The leaders of the three major stock exchanges agreed yesterday to take steps at their respective board meetings next month that could end a conflict over differences in listing standards that affect shareholder voting rights.

Yesterday's meeting was called after several members of Congress said that instead of the New York Stock Exchange lowering its listing standards to permit companies to have two classes of common stock with unequal voting rights, the American Stock Exchange and the over-the-counter market ought to raise their standards to require listed companies to have only one class of common stock.

NYSE Chairman John Phelan has said this would eliminate the competitive pressure on the NYSE to lower its listing standards and would preserve the nation's traditional "one share, one vote" system of corporate governance.

National Association of Securities Dealers President Gordon S. Macklin said yesterday he has agreed to put the issue before his board when it meets next month.
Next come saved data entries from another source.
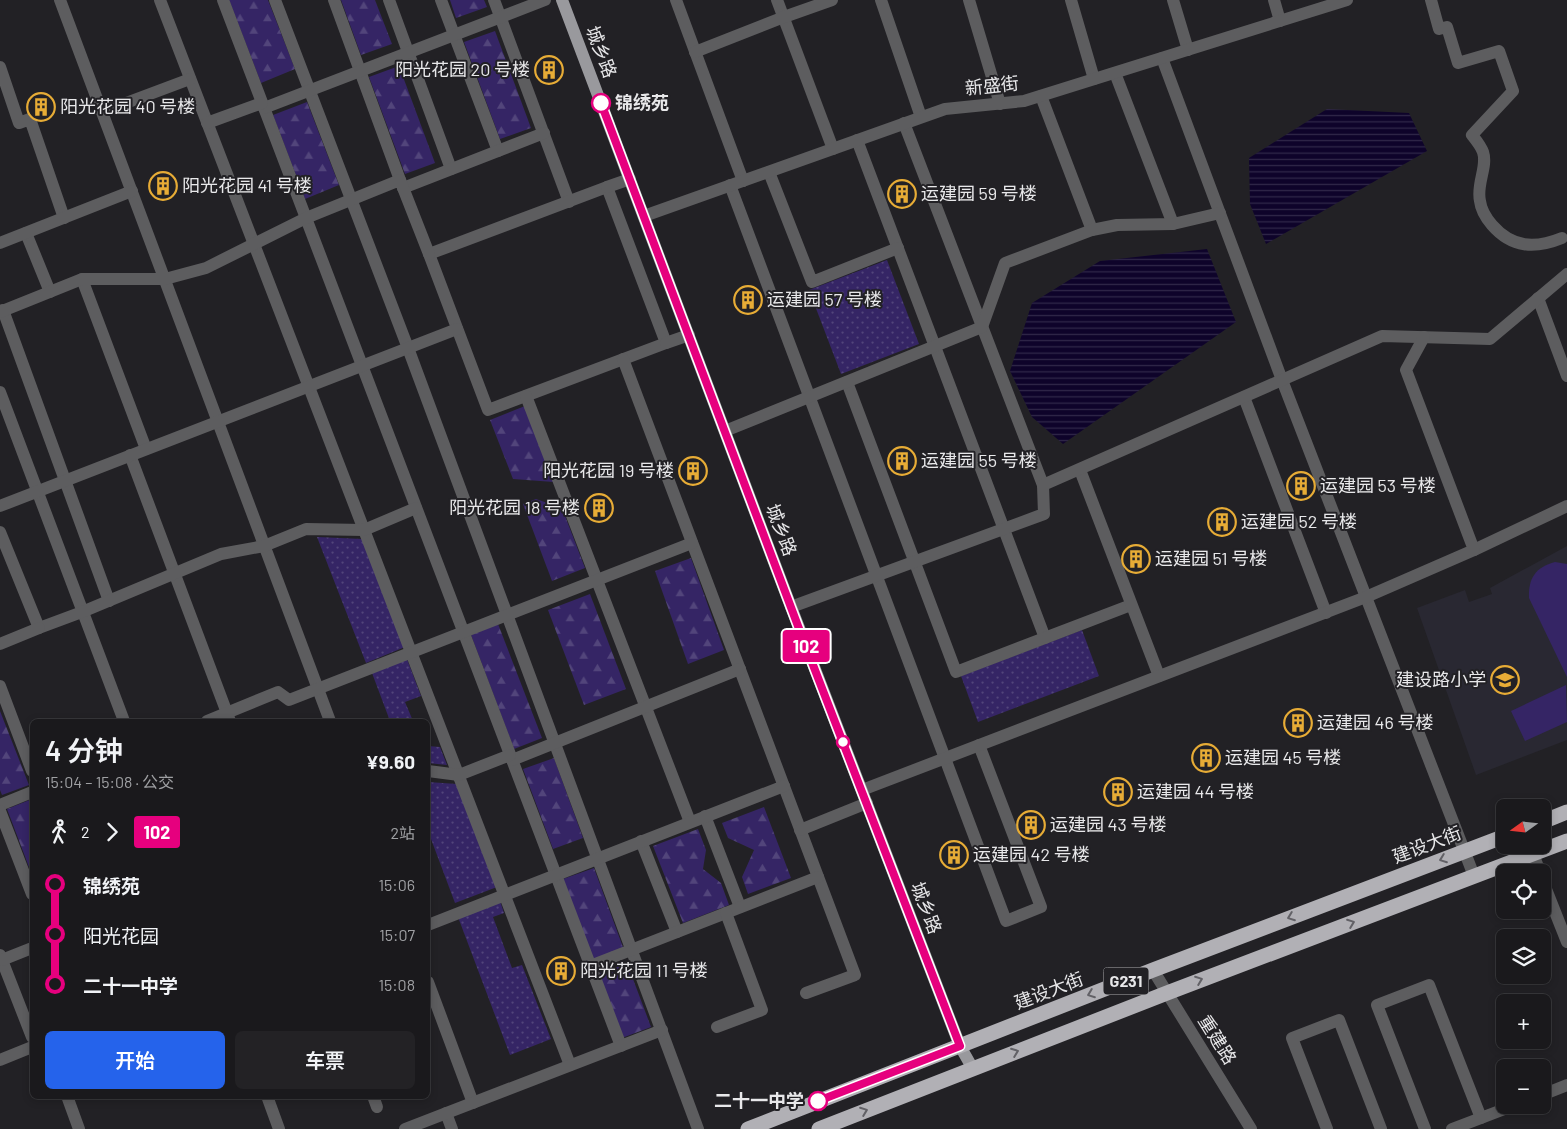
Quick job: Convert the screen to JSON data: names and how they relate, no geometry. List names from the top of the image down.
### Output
{
  "streets": {
    "highway": ["建设大街", "G231"],
    "main road": ["城乡路"],
    "street": ["新盛街", "重建路"]
  },
  "crossings": [
    ["城乡路", "新盛街"],
    ["城乡路", "建设大街"],
    ["城乡路", "G231"],
    ["建设大街", "重建路"],
    ["G231", "重建路"]
  ],
  "places": {
    "building": [
      "阳光花园 20 号楼",
      "阳光花园 40 号楼",
      "阳光花园 41 号楼",
      "运建园 59 号楼",
      "运建园 57 号楼",
      "运建园 55 号楼",
      "阳光花园 19 号楼",
      "运建园 53 号楼",
      "阳光花园 18 号楼",
      "运建园 52 号楼",
      "运建园 51 号楼",
      "运建园 46 号楼",
      "运建园 45 号楼",
      "运建园 44 号楼",
      "运建园 43 号楼",
      "运建园 42 号楼",
      "阳光花园 11 号楼"
    ],
    "other": ["锦绣苑", "二十一中学"],
    "school or university": ["建设路小学"]
  },
  "lines": ["bus line 102"],
  "north": "left",
  "page": {
    "on_map": "102",
    "heading": ["4 分钟", "15:04 – 15:08 · 公交", "¥9.60"],
    "map_buttons": ["+", "−"],
    "legs": ["2", "102", "2站"],
    "list": [
      {
        "name": "锦绣苑",
        "value": "15:06"
      },
      {
        "name": "阳光花园",
        "value": "15:07"
      },
      {
        "name": "二十一中学",
        "value": "15:08"
      }
    ],
    "buttons": ["开始", "车票"]
  }
}
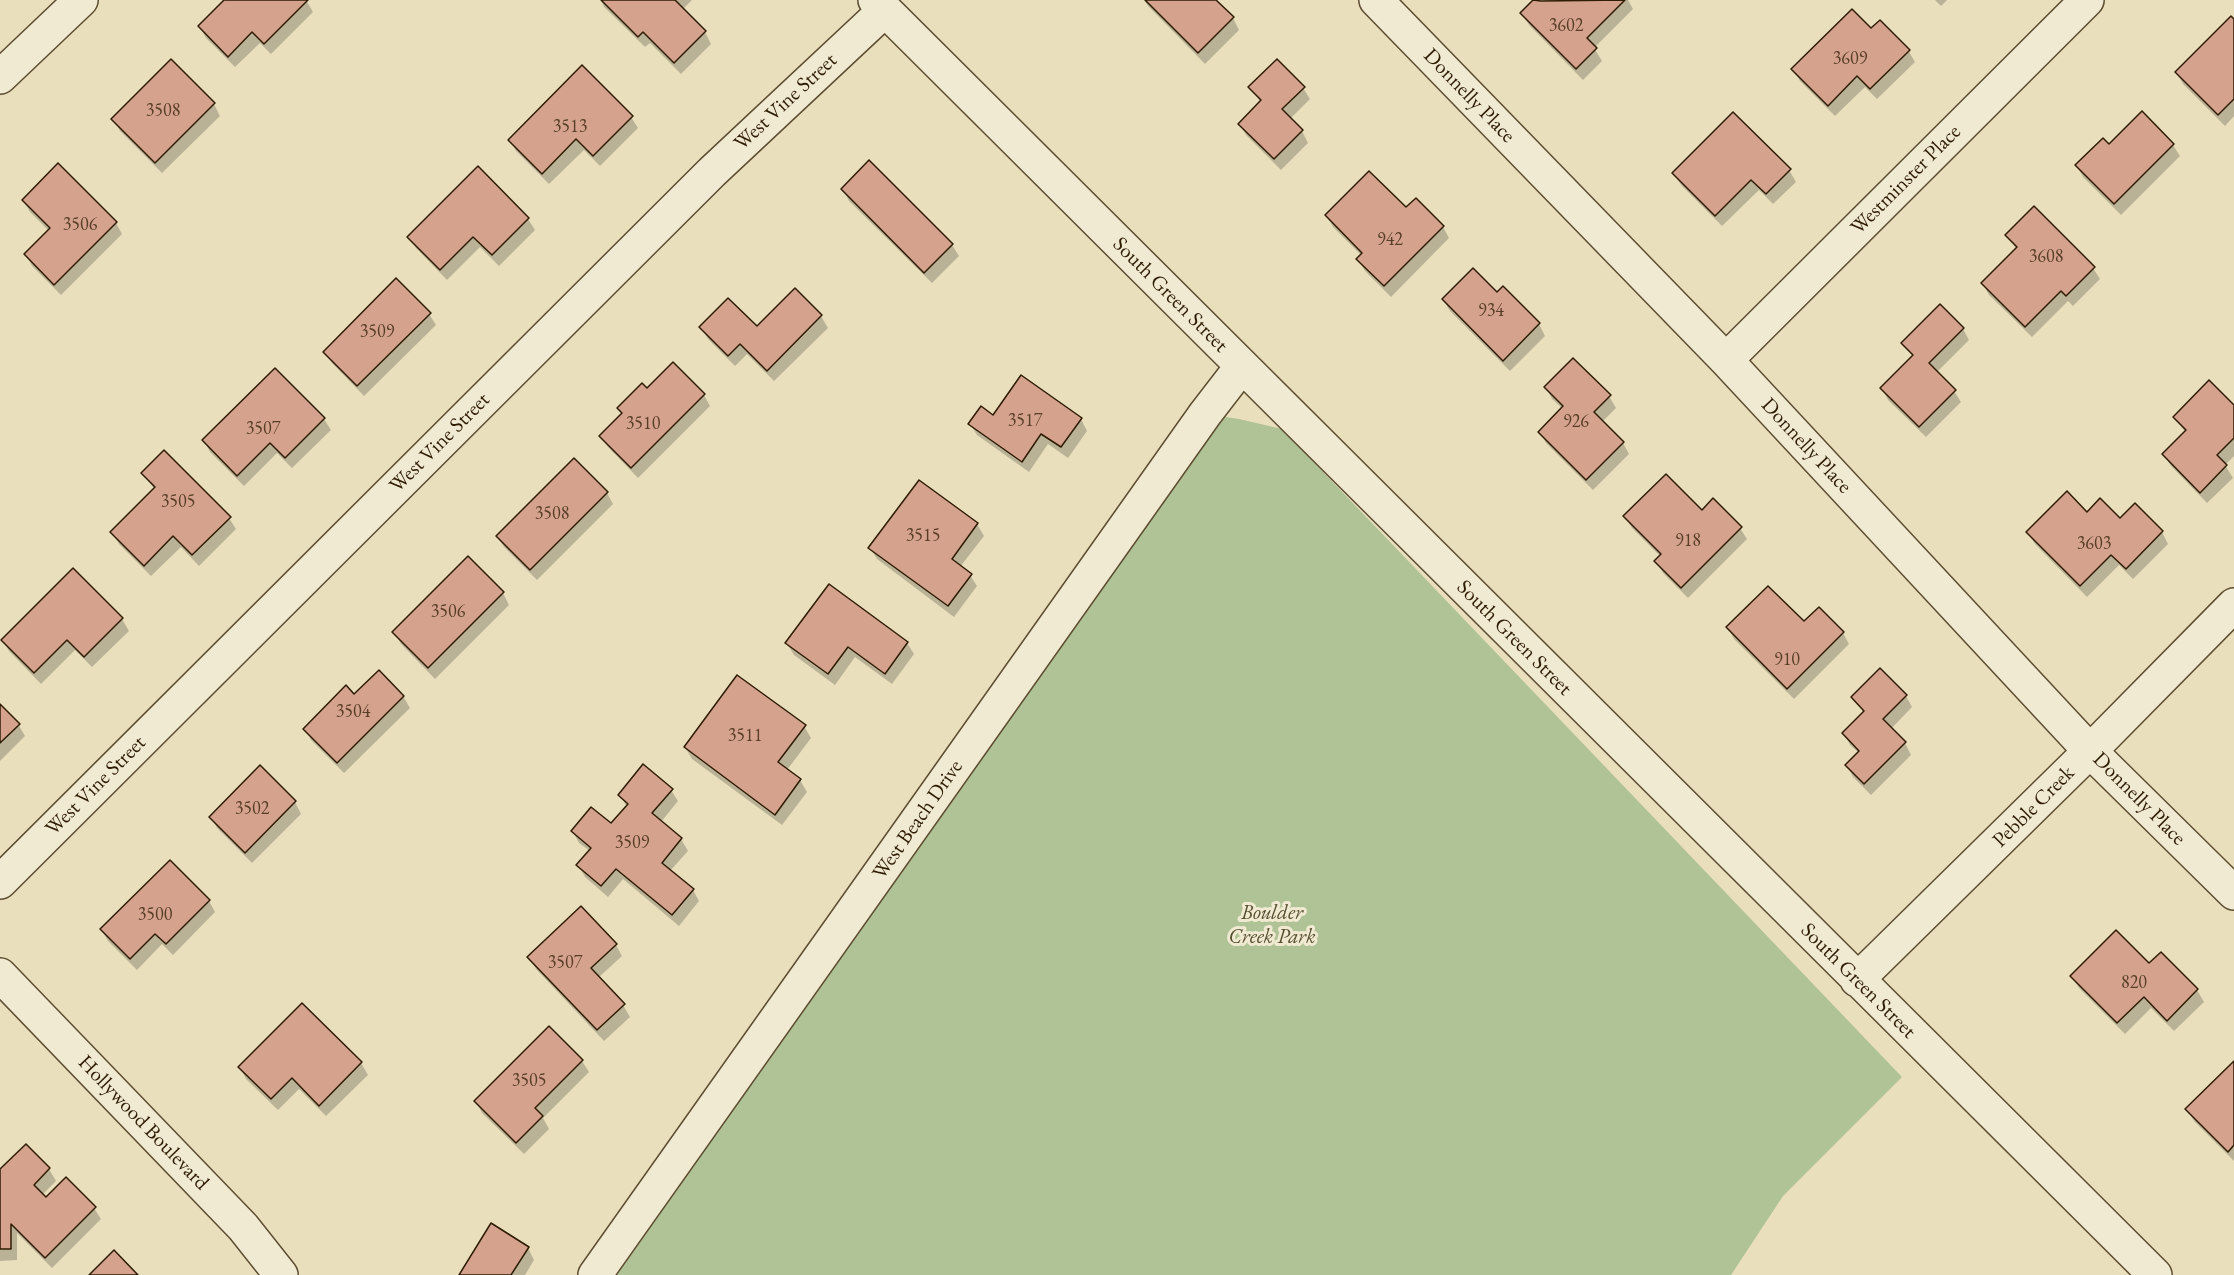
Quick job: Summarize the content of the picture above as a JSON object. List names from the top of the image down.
{
  "streets": {
    "street": [
      "Donnelly Place",
      "West Vine Street",
      "Westminster Place",
      "South Green Street",
      "Pebble Creek",
      "West Beach Drive",
      "Hollywood Boulevard"
    ]
  },
  "crossings": [
    ["Donnelly Place", "Westminster Place"],
    ["Donnelly Place", "Pebble Creek"],
    ["West Vine Street", "South Green Street"],
    ["South Green Street", "Pebble Creek"],
    ["South Green Street", "West Beach Drive"]
  ],
  "parks": ["Boulder Creek Park"],
  "house_numbers": [
    "3602",
    "3609",
    "3508",
    "3513",
    "3506",
    "942",
    "3608",
    "934",
    "3509",
    "3517",
    "926",
    "3510",
    "3507",
    "3505",
    "3508",
    "3515",
    "918",
    "3603",
    "3506",
    "910",
    "3504",
    "3511",
    "3502",
    "3509",
    "3500",
    "3507",
    "820",
    "3505"
  ]
}
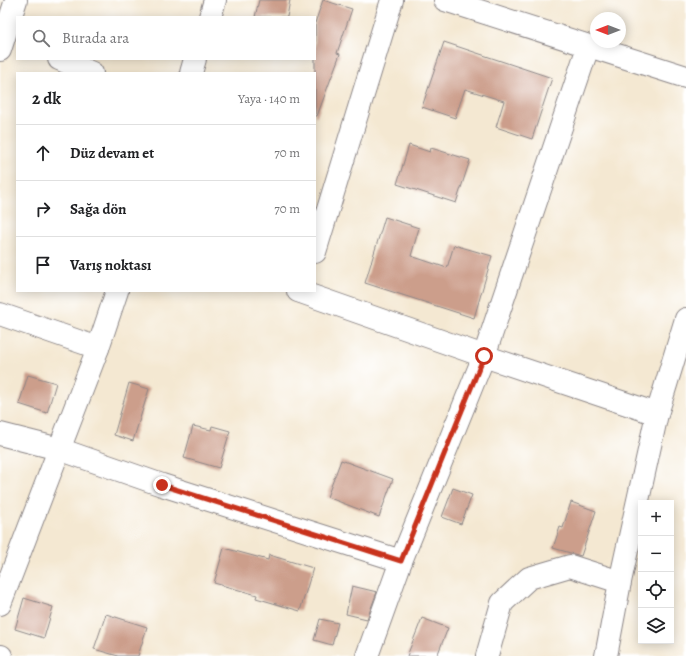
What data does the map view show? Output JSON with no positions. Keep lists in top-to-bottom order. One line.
{"north":"left","page":{"search":"Burada ara","heading":["2 dk","Yaya · 140 m"],"list":[["Düz devam et","70 m"],["Sağa dön","70 m"],"Varış noktası"],"map_buttons":["+","−"]}}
He said that Amex Chairman Arthur Levitt also has agreed to put the issue on his board's agenda.

Macklin said he and NASD Chairman Peter D. Byrne would support a change in the over-the-counter market's listing standards only if the NYSE and Amex agree to back uniform state treatment of stocks traded in all major markets. Macklin said he wants the over-the-counter stocks to have the same "blue sky" exemption for its securities that is available to the NYSE and Amex issues, so that his companies will no longer have to deal with burdensome state registration requirements. "Blue sky" laws, adopted by some states to protect investors, impose registration and reporting requirements for new issues.

"Everyone seemed to be moving in the direction of wanting to raise their standards," said NYSE spokesman Richard Torrenzano. "The other exchanges agreed to at least review the one share, one vote issue at their board meetings next month. We would hope that will begin elaborate deliberations that could lead to votes on the issue by the respective boards in September."

Torrenzano said that if the other exchanges raised their listing standards, the NYSE would reject a proposal to lower its standards.

While current NYSE rules specify that all of the common stock of companies listed on the Big Board must have equal voting rights, the Amex and over-the-counter markets allow their listed companies to have different classes of common stock with disproportionate voting rights.

The creation of two classes of common stock -- with a new class controlling a majority of votes placed in friendly hands -- has become increasingly popular in an era when corporate managements are trying to find ways to prevent hostile takeover attempts.

Switching to two classes of stock and putting a safe majority of votes in friendly hands enables a corporation to block an unwanted takeover. Several NYSE companies interested in discouraging hostile takeover bids, including Dow Jones & Co., publisher of The Wall Street Journal, and Hershey Foods Corp., have adopted a second class of common stock.

Macklin said the leaders of the exchanges agreed that public companies that already have more than one class of common stock would be allowed to retain them.